Hiatus, lacunes et absences : identifier et interpréter les vides archéologiques
31 mai-4 juin 2021 Toulouse (France)

Programme > Par intervenant > Philippe Michel

L'arbre qui cache la forêt - métaphore de la pirogue monoxyle dans l'enregistrement archéologique des premières navigations
Michel Philippe  1@  
1 : Musée de Préhistoire du Grand-Pressigny - UMR 7324 CITERES-LAT
MUSEES DE FRANCE
3, Les Rôtis 37310 Saint-Quentin-sur-Indrois -  France

Sur les côtes de l'Europe, comme dans ses eaux intérieures, l'usage de moyens de transport nautiques par les populations préhistoriques ne fait pas de doute, depuis le IXe millénaire av. notre ère au moins si on se base sur les preuves directes (pagaies et épaves), depuis bien plus longtemps si on se réfère aux preuves indirectes de colonisations maritimes pionnières mondiales. Les indices matériels de déplacements attestent des traversées maritimes répétées vers Chypre dès les derniers siècles du Xe millénaire, vers les îles de l'archipel des Hébrides dès le milieu du VIIIe millénaire, et le détroit du Pas-de-Calais est traversé dès le début du IVe millénaire. Certains indices permettent même d'évoquer la possibilité de liens directs entre la Galice et la Bretagne à travers le golfe de Gascogne au milieu du Ve millénaire.
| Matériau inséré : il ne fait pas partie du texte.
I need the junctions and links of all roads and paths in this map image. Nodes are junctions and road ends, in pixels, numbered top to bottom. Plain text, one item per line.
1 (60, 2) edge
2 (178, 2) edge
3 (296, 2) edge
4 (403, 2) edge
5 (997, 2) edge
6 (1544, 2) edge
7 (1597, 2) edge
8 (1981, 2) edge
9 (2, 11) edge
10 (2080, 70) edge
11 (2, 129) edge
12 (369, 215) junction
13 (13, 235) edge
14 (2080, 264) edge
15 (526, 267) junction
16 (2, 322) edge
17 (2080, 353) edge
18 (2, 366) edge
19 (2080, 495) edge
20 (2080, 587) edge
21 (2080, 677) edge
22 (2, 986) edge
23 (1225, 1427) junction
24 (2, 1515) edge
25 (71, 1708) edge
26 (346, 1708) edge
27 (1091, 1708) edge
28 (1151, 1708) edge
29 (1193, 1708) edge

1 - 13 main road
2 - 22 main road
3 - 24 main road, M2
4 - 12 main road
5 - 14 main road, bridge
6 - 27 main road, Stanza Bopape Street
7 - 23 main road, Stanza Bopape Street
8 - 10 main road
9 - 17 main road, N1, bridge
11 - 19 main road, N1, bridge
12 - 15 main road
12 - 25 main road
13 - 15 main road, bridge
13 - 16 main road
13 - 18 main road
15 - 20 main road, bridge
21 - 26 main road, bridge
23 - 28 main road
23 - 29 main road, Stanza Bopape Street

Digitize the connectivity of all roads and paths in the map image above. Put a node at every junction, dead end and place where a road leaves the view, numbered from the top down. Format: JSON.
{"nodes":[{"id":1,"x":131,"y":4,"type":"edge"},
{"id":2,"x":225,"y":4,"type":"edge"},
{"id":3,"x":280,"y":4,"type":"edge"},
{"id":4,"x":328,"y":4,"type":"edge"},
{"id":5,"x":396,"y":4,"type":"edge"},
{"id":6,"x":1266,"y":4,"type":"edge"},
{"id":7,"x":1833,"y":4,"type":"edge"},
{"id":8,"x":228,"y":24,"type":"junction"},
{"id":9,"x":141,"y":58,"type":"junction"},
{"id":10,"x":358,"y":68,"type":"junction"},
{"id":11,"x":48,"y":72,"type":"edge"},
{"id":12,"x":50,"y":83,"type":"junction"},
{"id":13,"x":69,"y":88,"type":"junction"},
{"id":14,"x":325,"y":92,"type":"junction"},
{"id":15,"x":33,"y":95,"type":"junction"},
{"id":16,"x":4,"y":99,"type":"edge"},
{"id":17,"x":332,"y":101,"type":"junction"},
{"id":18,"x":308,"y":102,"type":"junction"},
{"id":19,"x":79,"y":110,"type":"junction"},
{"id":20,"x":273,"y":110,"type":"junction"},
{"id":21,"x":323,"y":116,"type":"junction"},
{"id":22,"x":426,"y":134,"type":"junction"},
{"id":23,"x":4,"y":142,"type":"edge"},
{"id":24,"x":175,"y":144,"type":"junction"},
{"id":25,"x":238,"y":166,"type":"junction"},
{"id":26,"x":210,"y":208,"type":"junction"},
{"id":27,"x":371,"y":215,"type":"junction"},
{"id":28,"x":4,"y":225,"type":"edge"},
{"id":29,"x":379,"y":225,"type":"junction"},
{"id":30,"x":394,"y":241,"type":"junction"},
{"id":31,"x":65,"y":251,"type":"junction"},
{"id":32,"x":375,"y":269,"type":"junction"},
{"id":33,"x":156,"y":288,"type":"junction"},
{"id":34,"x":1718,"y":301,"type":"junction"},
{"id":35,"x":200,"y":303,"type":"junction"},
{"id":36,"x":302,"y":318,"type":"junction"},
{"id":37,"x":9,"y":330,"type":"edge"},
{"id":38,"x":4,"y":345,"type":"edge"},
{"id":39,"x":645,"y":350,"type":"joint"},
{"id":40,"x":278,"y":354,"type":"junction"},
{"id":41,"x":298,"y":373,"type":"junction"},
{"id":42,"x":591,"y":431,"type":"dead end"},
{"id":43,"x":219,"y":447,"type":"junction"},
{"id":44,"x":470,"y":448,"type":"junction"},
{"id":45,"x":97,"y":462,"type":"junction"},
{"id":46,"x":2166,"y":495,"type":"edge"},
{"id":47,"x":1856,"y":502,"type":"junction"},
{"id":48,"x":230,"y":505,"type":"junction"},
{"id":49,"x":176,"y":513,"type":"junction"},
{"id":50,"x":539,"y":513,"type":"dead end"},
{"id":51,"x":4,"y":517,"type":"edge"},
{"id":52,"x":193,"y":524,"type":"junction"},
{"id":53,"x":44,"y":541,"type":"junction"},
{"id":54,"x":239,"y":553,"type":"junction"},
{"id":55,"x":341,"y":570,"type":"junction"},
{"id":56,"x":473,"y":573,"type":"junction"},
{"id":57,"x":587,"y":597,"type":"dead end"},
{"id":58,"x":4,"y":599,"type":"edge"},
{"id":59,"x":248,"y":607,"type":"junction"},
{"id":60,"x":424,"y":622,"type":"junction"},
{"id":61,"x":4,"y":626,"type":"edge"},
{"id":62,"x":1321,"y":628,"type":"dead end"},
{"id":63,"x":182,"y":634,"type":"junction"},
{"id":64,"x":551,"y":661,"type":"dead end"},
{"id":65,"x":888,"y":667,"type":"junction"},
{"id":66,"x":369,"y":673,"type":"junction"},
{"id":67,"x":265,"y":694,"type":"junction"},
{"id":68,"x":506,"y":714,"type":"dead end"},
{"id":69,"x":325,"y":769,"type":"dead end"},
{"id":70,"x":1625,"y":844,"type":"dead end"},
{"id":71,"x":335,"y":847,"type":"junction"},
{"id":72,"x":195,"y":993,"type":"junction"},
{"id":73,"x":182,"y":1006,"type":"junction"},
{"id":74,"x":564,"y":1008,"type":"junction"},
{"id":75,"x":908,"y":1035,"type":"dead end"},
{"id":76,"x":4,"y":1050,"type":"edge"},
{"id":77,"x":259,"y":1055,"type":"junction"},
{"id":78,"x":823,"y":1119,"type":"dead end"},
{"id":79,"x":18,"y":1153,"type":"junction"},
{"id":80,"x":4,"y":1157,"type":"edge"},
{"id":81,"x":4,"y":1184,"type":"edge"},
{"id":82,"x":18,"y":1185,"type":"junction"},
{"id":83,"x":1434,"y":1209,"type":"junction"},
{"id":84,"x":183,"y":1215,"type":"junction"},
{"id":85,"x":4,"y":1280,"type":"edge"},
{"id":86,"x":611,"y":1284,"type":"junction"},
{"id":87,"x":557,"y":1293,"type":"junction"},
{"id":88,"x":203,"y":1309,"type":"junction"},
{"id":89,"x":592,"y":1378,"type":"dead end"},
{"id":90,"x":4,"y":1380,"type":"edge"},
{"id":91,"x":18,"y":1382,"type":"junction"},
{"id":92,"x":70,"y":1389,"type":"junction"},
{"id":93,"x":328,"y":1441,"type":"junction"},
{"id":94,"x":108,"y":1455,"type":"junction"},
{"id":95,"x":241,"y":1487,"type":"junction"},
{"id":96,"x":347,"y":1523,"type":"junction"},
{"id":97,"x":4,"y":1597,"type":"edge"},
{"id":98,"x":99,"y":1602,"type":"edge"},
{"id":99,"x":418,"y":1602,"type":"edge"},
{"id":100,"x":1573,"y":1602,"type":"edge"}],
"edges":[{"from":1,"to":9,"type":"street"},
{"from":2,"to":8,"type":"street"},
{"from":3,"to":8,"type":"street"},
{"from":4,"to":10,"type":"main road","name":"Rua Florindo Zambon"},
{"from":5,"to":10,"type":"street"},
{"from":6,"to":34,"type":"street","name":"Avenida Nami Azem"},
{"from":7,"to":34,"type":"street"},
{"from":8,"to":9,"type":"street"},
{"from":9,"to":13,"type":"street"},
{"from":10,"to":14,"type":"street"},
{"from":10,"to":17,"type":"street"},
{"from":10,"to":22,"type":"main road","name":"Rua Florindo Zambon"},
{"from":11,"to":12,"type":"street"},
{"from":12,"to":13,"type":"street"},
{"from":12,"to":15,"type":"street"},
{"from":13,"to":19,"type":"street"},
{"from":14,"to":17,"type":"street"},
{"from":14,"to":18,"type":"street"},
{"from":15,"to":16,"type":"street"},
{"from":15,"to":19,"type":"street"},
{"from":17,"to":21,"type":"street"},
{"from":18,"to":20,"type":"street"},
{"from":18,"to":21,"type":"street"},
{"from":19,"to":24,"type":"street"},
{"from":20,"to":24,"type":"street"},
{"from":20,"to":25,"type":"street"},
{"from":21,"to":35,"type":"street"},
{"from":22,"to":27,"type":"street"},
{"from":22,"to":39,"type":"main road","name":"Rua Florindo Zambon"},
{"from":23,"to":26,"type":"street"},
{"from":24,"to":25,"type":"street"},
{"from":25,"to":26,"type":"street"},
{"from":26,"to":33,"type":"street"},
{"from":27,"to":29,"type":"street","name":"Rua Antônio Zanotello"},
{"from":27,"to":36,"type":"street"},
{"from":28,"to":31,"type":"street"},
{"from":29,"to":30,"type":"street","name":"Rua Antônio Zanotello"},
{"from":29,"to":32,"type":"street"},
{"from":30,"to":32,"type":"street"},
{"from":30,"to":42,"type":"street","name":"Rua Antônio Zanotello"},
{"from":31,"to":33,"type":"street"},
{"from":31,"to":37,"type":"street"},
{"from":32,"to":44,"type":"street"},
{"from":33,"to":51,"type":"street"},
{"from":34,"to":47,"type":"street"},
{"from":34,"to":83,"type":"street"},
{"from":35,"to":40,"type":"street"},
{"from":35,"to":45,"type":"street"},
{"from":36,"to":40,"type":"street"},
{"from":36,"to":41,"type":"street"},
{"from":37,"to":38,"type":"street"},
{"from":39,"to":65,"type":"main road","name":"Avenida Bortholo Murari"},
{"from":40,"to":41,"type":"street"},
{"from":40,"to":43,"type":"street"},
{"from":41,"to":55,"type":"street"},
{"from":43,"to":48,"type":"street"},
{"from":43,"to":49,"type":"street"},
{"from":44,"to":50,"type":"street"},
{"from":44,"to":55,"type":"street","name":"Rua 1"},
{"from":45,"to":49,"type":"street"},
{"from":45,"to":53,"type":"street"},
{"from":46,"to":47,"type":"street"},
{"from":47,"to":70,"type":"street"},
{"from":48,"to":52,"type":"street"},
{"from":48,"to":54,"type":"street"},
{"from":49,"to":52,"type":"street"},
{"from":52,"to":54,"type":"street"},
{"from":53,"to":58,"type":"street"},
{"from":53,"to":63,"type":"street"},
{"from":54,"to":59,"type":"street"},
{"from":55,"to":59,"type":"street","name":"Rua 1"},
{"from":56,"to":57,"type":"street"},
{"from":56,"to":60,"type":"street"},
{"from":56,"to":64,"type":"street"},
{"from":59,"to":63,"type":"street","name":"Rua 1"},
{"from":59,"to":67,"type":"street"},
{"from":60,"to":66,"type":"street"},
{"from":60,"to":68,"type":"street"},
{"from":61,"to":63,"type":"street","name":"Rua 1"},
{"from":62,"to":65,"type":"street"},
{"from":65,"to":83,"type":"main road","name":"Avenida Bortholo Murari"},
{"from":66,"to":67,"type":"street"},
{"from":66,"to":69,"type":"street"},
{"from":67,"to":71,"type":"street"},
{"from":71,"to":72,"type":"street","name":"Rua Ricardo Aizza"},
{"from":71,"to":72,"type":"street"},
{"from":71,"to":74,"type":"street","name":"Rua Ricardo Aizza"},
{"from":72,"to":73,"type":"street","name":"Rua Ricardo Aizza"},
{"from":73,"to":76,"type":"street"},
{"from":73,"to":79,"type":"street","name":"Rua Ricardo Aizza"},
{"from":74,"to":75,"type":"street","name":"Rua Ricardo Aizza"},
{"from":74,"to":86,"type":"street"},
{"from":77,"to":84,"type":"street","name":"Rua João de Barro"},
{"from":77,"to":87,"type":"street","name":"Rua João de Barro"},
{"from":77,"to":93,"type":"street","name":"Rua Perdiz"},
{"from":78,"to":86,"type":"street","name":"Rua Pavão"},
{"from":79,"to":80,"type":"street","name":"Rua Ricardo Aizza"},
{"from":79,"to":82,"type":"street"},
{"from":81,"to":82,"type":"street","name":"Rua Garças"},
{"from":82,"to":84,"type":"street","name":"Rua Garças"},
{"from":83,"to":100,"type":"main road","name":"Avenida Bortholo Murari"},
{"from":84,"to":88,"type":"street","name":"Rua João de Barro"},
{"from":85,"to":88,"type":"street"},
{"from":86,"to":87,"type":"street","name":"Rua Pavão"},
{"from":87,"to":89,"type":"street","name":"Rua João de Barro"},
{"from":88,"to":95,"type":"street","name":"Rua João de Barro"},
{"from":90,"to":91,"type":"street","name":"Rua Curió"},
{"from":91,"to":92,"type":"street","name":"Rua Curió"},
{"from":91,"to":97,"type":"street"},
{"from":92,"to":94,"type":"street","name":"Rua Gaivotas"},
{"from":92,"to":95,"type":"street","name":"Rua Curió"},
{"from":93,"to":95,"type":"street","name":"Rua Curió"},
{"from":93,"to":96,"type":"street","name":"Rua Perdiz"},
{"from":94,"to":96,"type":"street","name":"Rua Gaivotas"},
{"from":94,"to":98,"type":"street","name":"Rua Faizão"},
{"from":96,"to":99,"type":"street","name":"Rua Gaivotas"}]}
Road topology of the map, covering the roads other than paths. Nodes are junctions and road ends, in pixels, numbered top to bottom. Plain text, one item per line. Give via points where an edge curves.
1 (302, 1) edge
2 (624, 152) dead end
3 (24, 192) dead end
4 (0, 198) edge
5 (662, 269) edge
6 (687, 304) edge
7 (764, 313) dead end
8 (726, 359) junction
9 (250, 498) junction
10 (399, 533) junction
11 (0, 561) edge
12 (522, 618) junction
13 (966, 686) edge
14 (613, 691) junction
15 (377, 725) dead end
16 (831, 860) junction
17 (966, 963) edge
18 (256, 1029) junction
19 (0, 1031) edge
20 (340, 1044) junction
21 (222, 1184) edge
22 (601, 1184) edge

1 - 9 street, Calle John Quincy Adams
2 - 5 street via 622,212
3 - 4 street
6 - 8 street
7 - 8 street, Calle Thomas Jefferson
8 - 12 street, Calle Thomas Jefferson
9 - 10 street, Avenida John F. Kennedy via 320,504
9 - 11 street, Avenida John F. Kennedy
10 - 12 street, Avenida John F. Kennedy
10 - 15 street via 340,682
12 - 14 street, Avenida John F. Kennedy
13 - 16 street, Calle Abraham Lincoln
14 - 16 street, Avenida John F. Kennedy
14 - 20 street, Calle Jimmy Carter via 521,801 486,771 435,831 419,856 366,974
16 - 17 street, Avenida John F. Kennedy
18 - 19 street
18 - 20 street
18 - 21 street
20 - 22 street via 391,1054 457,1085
Dans l'imaginaire collectif portant sur ces premières navigations, les pirogues monoxyles occupent le premier plan. On les retrouve ainsi comme outil principal de plusieurs programmes expérimentaux de navigation en mer menés ces dernières années. A l'origine de cette prééminence, leur hypervisibilité dans l'enregistrement archéologique : du fait d'une conservation accrue due à la fois à leur forte masse ligneuse et à l'habitude de les couler pour les préserver du séchage lors des périodes de chômage, les pirogues monoxyles restent les seules embarcations connues jusqu'au IIe millénaire av. notre ère, en milieu marin et estuarien ; dans les eaux intérieures, elles restent seules documentées jusqu'à la conquête romaine.

Ce biais dans la composition des témoins de navigation, entraîne une surestimation probable du rôle et de la représentativité des pirogues monoxyles. Si ces embarcations ont constitué un type commun depuis le foisonnement des forêts primaires de l'Holocène, il n'est selon toute vraisemblance pas resté ni unique ni même majoritaire. Il a probablement existé, dès l'origine, voire même avant les premiers monoxyles, une vaste variété typologique de bateaux composites en peaux (partout) et écorce (au nord) ajustées sur une charpente légère. Dès le IIe millénaire av. notre ère au moins, s'y sont ajoutés plusieurs types de bateaux en charpentes végétales, appelés à se complexifier au cours du temps. Sur les eaux intérieures, de nombreux types de radeaux et bacs ont probablement coexisté avec ces bateaux. Le champ des possibles du monde nautique est, ainsi, bien plus complexe que ce que nous renvoie le strict enregistrement archéologique.

Comment dépasser ce biais de la documentation ? A l'inverse des pirogues monoxyles, toutes ces embarcations ont en commun de résulter d'un assemblage de pièces architecturales qui peuvent, une fois abandonnées sur une rive, se désolidariser et évoluer en fragments trop éloignés de leur architecture originelle pour être immédiatement identifiables : fût de radeau déstructuré, arceau structurel ou latte de bateau de peaux, planche unique.

Cette communication proposera des pistes pour identifier ces éventuels vestiges non reconnus, car trop éloignés de leur architecture originelle. Nous poserons les principes d'un axe de recherche pour dépasser l'actuelle lacune de documentation concernant ce qui fut probablement un des domaines techniques sur matériau ligneux les plus investis à l'époque.